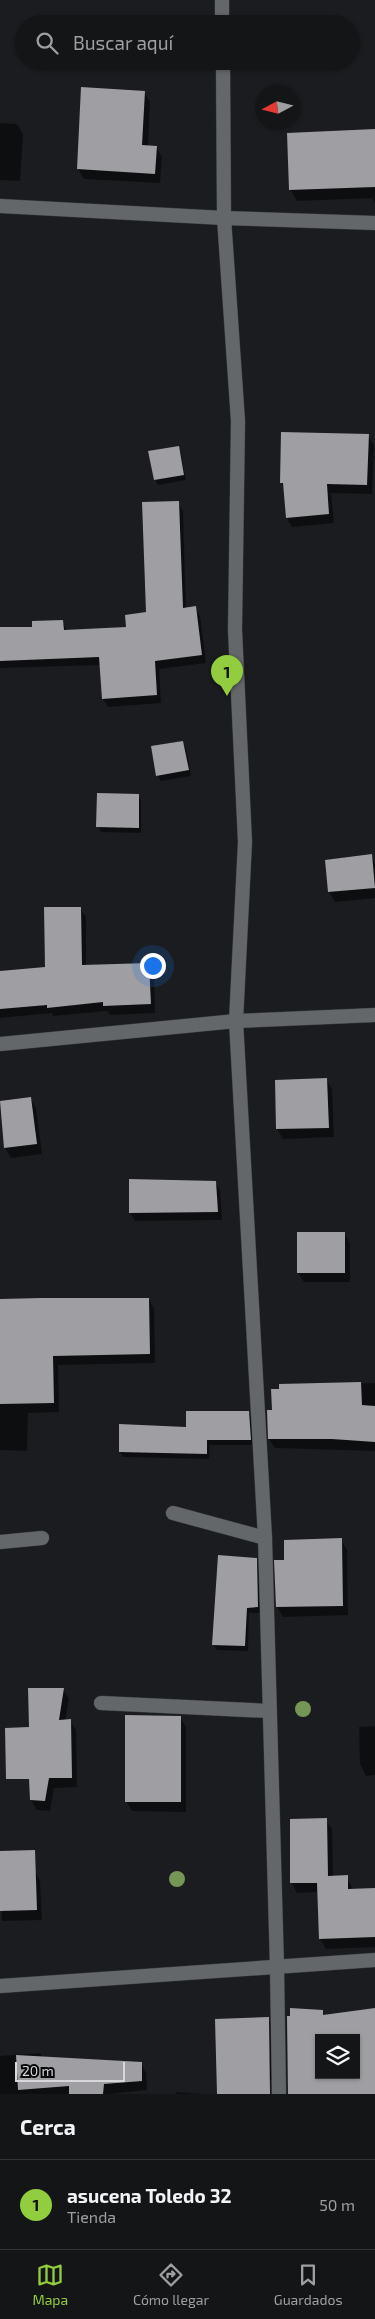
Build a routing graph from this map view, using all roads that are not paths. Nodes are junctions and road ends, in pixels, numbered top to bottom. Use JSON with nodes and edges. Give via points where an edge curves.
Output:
{"nodes":[{"id":1,"x":222,"y":0,"type":"edge"},
{"id":2,"x":222,"y":15,"type":"edge"},
{"id":3,"x":223,"y":70,"type":"edge"},
{"id":4,"x":0,"y":206,"type":"edge"},
{"id":5,"x":224,"y":218,"type":"junction"},
{"id":6,"x":375,"y":224,"type":"edge"},
{"id":7,"x":375,"y":1015,"type":"edge"},
{"id":8,"x":236,"y":1020,"type":"junction"},
{"id":9,"x":0,"y":1044,"type":"edge"},
{"id":10,"x":173,"y":1513,"type":"dead end"},
{"id":11,"x":42,"y":1538,"type":"dead end"},
{"id":12,"x":265,"y":1538,"type":"junction"},
{"id":13,"x":0,"y":1542,"type":"edge"},
{"id":14,"x":101,"y":1703,"type":"dead end"},
{"id":15,"x":269,"y":1711,"type":"junction"},
{"id":16,"x":375,"y":1960,"type":"edge"},
{"id":17,"x":277,"y":1967,"type":"junction"},
{"id":18,"x":0,"y":1986,"type":"edge"},
{"id":19,"x":279,"y":2094,"type":"edge"}],
"edges":[{"from":1,"to":2,"type":"street"},
{"from":3,"to":5,"type":"street"},
{"from":4,"to":5,"type":"street"},
{"from":5,"to":6,"type":"street"},
{"from":5,"to":8,"type":"street","via":[[238,421],[235,630],[245,842]]},
{"from":7,"to":8,"type":"street"},
{"from":8,"to":9,"type":"street"},
{"from":8,"to":12,"type":"street"},
{"from":10,"to":12,"type":"street"},
{"from":11,"to":13,"type":"street"},
{"from":12,"to":15,"type":"street"},
{"from":14,"to":15,"type":"street"},
{"from":15,"to":17,"type":"street"},
{"from":16,"to":17,"type":"street"},
{"from":17,"to":18,"type":"street"},
{"from":17,"to":19,"type":"street"}]}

■ **Aim of the task**
Filtering the entries above by the word "dead", copy each line that matches.

■ **Response to the task**
{"id":10,"x":173,"y":1513,"type":"dead end"},
{"id":11,"x":42,"y":1538,"type":"dead end"},
{"id":14,"x":101,"y":1703,"type":"dead end"},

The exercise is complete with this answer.